21 May 2016

Post-New York Post

The post that should be here is the post-New York post. I would tell you all about the wondrous joy going to New York was for me. I would tell you about how it did change me, how every street I walked on was like a dream and like going back to a home I didn't know I was missing. New York. A city of noise; cars honking, radios on shoulders pumping hip-hop, the clang and grind of the garbage trucks.

I could tell you about the spring, how every corner I turned seemed to shelter another hidden park, these gems inside a giant dark stone of a city. Parks with blooming cherry trees and tulips, brightly painted chairs and tables, lovers eating gelato and old men playing cards.

I could tell you about performing my poetry at a poetry slam night in Manhattan only to discover... my poetry isn't exactly slam material and I don't even really know what slam poetry is. I got on stage after listening through countless other poets who all seem angry with the world and have been essentially spewing their guts out in a cathartic stream of words. I was so nervous and I tried to hold it together, but I knew it wasn't where I belonged, and walking home (to the hotel) I felt so small but I was glad any ways because now I could say I debuted my poetry in New York City.

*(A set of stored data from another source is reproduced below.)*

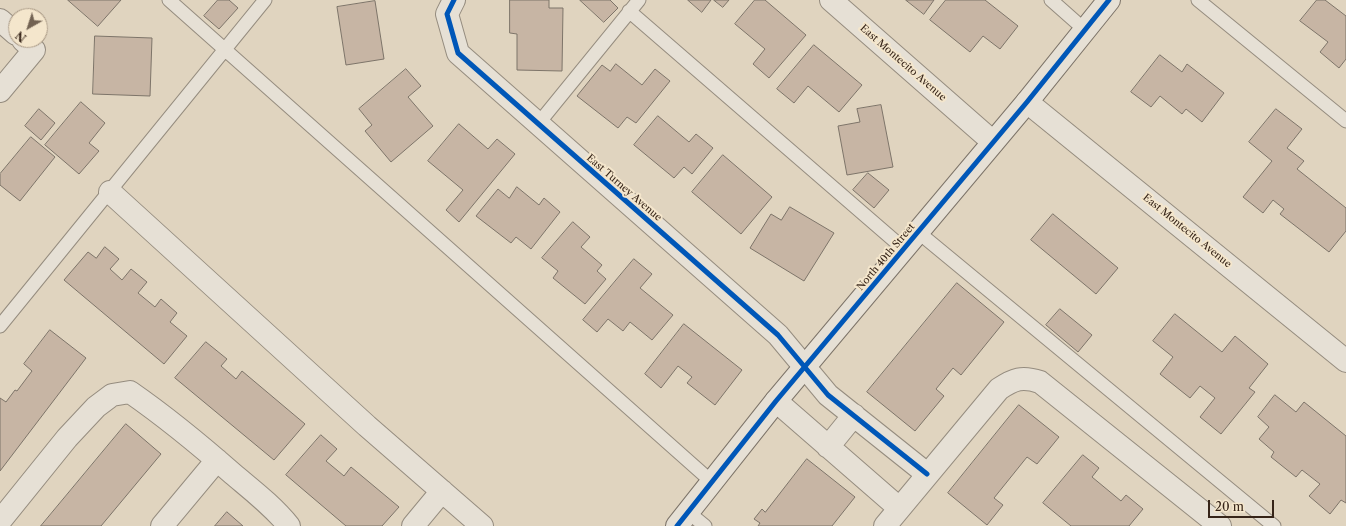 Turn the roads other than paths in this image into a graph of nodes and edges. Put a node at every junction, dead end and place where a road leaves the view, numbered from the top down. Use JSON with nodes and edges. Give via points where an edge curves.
{"nodes":[{"id":1,"x":168,"y":0,"type":"edge"},
{"id":2,"x":265,"y":0,"type":"edge"},
{"id":3,"x":638,"y":0,"type":"edge"},
{"id":4,"x":831,"y":0,"type":"edge"},
{"id":5,"x":1051,"y":0,"type":"edge"},
{"id":6,"x":1109,"y":0,"type":"edge"},
{"id":7,"x":1198,"y":0,"type":"edge"},
{"id":8,"x":450,"y":7,"type":"edge"},
{"id":9,"x":629,"y":11,"type":"junction"},
{"id":10,"x":0,"y":20,"type":"edge"},
{"id":11,"x":8,"y":27,"type":"edge"},
{"id":12,"x":1085,"y":30,"type":"junction"},
{"id":13,"x":26,"y":48,"type":"edge"},
{"id":14,"x":225,"y":50,"type":"junction"},
{"id":15,"x":0,"y":91,"type":"edge"},
{"id":16,"x":1027,"y":102,"type":"junction"},
{"id":17,"x":1346,"y":121,"type":"edge"},
{"id":18,"x":538,"y":124,"type":"junction"},
{"id":19,"x":993,"y":142,"type":"junction"},
{"id":20,"x":110,"y":192,"type":"junction"},
{"id":21,"x":918,"y":232,"type":"junction"},
{"id":22,"x":904,"y":249,"type":"junction"},
{"id":23,"x":0,"y":326,"type":"edge"},
{"id":24,"x":1346,"y":361,"type":"edge"},
{"id":25,"x":805,"y":366,"type":"junction"},
{"id":26,"x":776,"y":401,"type":"junction"},
{"id":27,"x":854,"y":415,"type":"junction"},
{"id":28,"x":828,"y":446,"type":"junction"},
{"id":29,"x":217,"y":460,"type":"junction"},
{"id":30,"x":928,"y":474,"type":"junction"},
{"id":31,"x":712,"y":482,"type":"junction"},
{"id":32,"x":442,"y":491,"type":"junction"},
{"id":33,"x":899,"y":508,"type":"junction"},
{"id":34,"x":683,"y":519,"type":"edge"},
{"id":35,"x":0,"y":521,"type":"edge"},
{"id":36,"x":162,"y":526,"type":"edge"},
{"id":37,"x":288,"y":526,"type":"edge"},
{"id":38,"x":413,"y":526,"type":"edge"},
{"id":39,"x":482,"y":526,"type":"edge"},
{"id":40,"x":705,"y":526,"type":"edge"},
{"id":41,"x":885,"y":526,"type":"edge"},
{"id":42,"x":1220,"y":526,"type":"edge"},
{"id":43,"x":1274,"y":526,"type":"edge"}],
"edges":[{"from":1,"to":14,"type":"lane"},
{"from":2,"to":14,"type":"lane"},
{"from":3,"to":9,"type":"lane"},
{"from":4,"to":19,"type":"street","name":"East Montecito Avenue"},
{"from":5,"to":12,"type":"lane"},
{"from":6,"to":12,"type":"street","name":"North 40th Street"},
{"from":7,"to":17,"type":"lane"},
{"from":8,"to":18,"type":"street","name":"East Turney Avenue","via":[[458,53]]},
{"from":9,"to":18,"type":"lane"},
{"from":9,"to":22,"type":"lane"},
{"from":10,"to":11,"type":"street"},
{"from":12,"to":16,"type":"street","name":"North 40th Street"},
{"from":13,"to":15,"type":"street"},
{"from":14,"to":20,"type":"lane"},
{"from":14,"to":31,"type":"lane"},
{"from":16,"to":19,"type":"street","name":"North 40th Street"},
{"from":16,"to":24,"type":"street","name":"East Montecito Avenue"},
{"from":18,"to":25,"type":"street","name":"East Turney Avenue","via":[[778,335]]},
{"from":19,"to":21,"type":"street","name":"North 40th Street"},
{"from":20,"to":23,"type":"lane"},
{"from":20,"to":32,"type":"street"},
{"from":21,"to":22,"type":"street","name":"North 40th Street"},
{"from":21,"to":43,"type":"lane"},
{"from":22,"to":25,"type":"street","name":"North 40th Street"},
{"from":25,"to":26,"type":"street","name":"North 40th Street"},
{"from":25,"to":27,"type":"street","name":"East Turney Avenue","via":[[828,395]]},
{"from":26,"to":28,"type":"street"},
{"from":26,"to":31,"type":"street","name":"North 40th Street"},
{"from":27,"to":28,"type":"street"},
{"from":27,"to":30,"type":"street","name":"East Turney Avenue"},
{"from":28,"to":33,"type":"street"},
{"from":29,"to":35,"type":"street","via":[[130,392],[112,395],[96,407],[67,438]]},
{"from":29,"to":36,"type":"street"},
{"from":29,"to":37,"type":"street","via":[[268,503]]},
{"from":30,"to":33,"type":"street"},
{"from":30,"to":42,"type":"street","via":[[999,389],[1021,378],[1031,379],[1048,388]]},
{"from":31,"to":34,"type":"street","name":"North 40th Street"},
{"from":32,"to":38,"type":"street"},
{"from":32,"to":39,"type":"street"},
{"from":33,"to":41,"type":"street"},
{"from":34,"to":40,"type":"lane"}]}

The countless hours spent wandering the streets from the depths of Greenwich village to the Upper East side, Central park to Chelsea. I stared at the doors of the houses where one Jack Kerouac and Allen Ginsberg had lived, I wanted so bad to feel something standing there on 15th and 20th Streets.... I wanted some flash, an insight, a sign from above perhaps. Nothing happened though. So I went to Cafe Wha? and listened to the house band and danced my butt off, then walked back to my room, it was 1:30am on Friday April 1st and it was still 20 degrees outside, I ate a slice of pizza and when I got back to the hotel I slept more soundly then I had slept in a long long time.